The convergence is astonishingly slow. I ran my program for days just to get 10 or 12 decimal places.

Well that's the slowest converging arctan Taylor series, so one shouldn't expect it to run quickly. And with so many terms, you tend to get a lot of rounding error, although the alternating terms do help a bit.

If you want to calculate pi using arctan series, it's a Good Idea to use one of the Machin-Like formulae.

FWIW, I once used arctan Taylor series and
arctan(1) = 4 * (2*arctan(1/10) - arctan(1/515)) - arctan(1/239)
to compute pi to 10 decimals, by hand.

Also see http://turner.faculty.swau.edu/mathemat ... forms.html

jedelmania
Posts: 75
Joined: Tue Jan 15, 2013 5:48 pm UTC

### Re: Approximation of pi

fishfry wrote:I did this once with the series pi/4 = 1/3 - 1/5 + 1/7 - 1/9 ...

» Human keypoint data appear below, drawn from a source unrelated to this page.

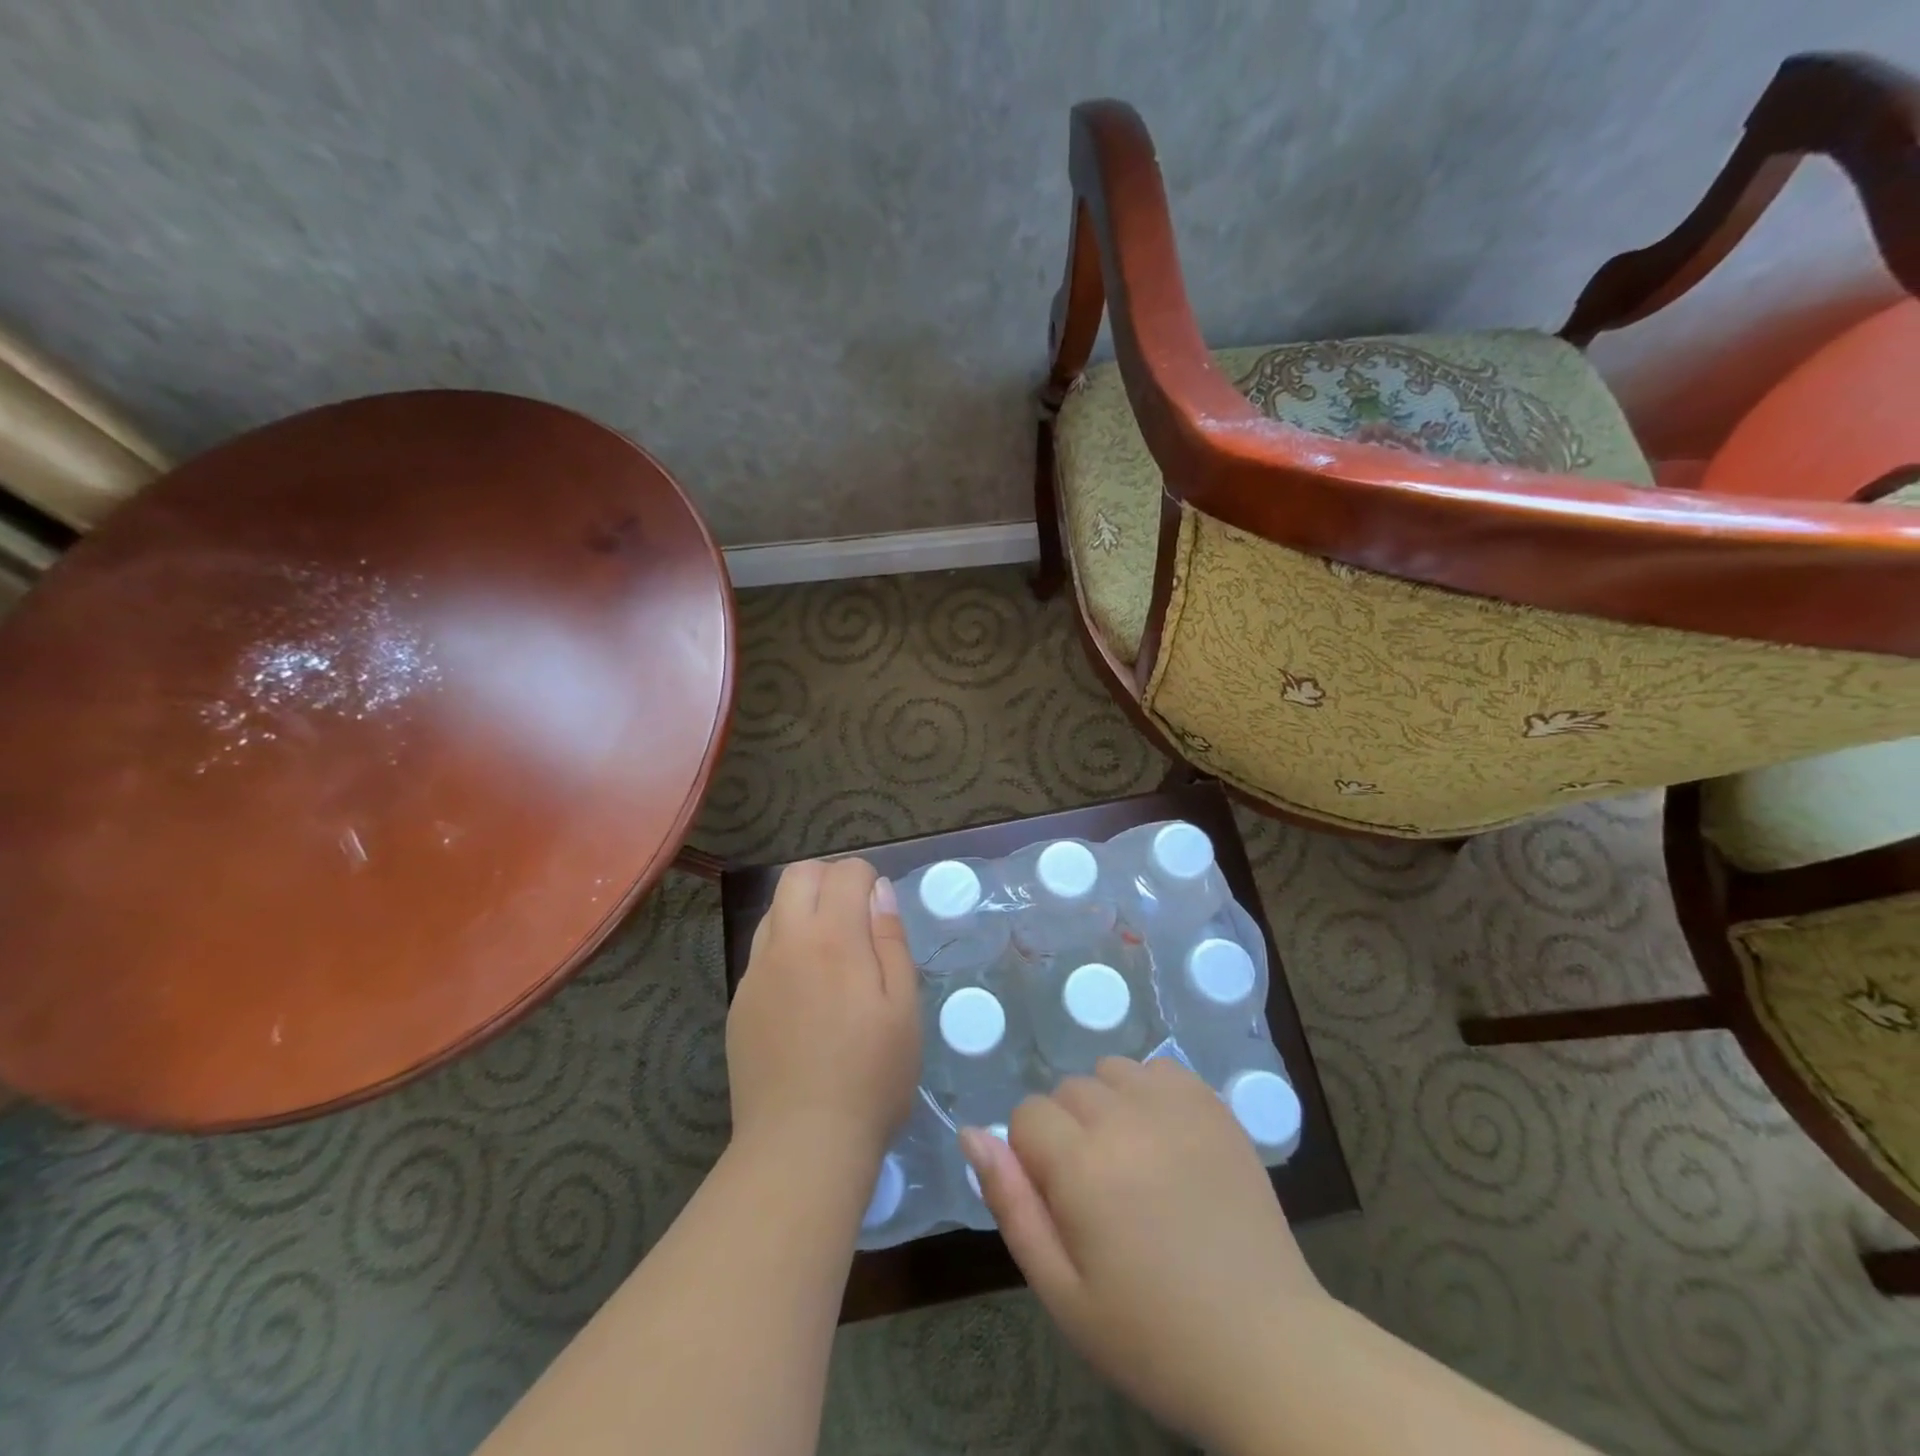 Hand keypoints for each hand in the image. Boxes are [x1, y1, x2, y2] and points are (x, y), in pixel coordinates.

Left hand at [726, 859, 920, 1165]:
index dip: (868, 878)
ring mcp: (756, 973)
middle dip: (829, 879)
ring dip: (803, 911)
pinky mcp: (740, 1003)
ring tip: (830, 954)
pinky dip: (785, 948)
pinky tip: (804, 993)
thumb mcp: (904, 1008)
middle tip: (855, 917)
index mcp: (834, 938)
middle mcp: (787, 942)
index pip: (845, 872)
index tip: (880, 910)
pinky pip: (761, 952)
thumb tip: (878, 891)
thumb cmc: (871, 1077)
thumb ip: (891, 941)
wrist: (801, 1144)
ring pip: (774, 910)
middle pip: (797, 875)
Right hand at [962, 1057, 1326, 1450]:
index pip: (1026, 1116)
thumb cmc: (1153, 1335)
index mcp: (1082, 1164)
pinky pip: (1159, 1069)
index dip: (1033, 1159)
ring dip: (1107, 1106)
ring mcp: (1176, 1106)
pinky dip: (1150, 1092)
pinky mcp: (1214, 1106)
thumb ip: (1011, 1204)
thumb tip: (971, 1134)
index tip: (1061, 1203)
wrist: (1267, 1349)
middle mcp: (1126, 1117)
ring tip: (1132, 1163)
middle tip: (1098, 1194)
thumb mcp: (1062, 1291)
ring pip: (1110, 1071)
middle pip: (1067, 1090)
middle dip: (1067, 1132)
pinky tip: (1166, 1141)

The convergence is astonishingly slow. I ran my program for days just to get 10 or 12 decimal places.

You can convert the series pi/4 = 1/3 - 1/5 + 1/7 - 1/9 ...

into

pi/2 = sum(n=0 to infinity) { [(2n)! (2n-2)!] / [ (2n+1)! (2n-1)!] x [1/2]^n } [for notational convenience, write (-1)!=(-2)!=1].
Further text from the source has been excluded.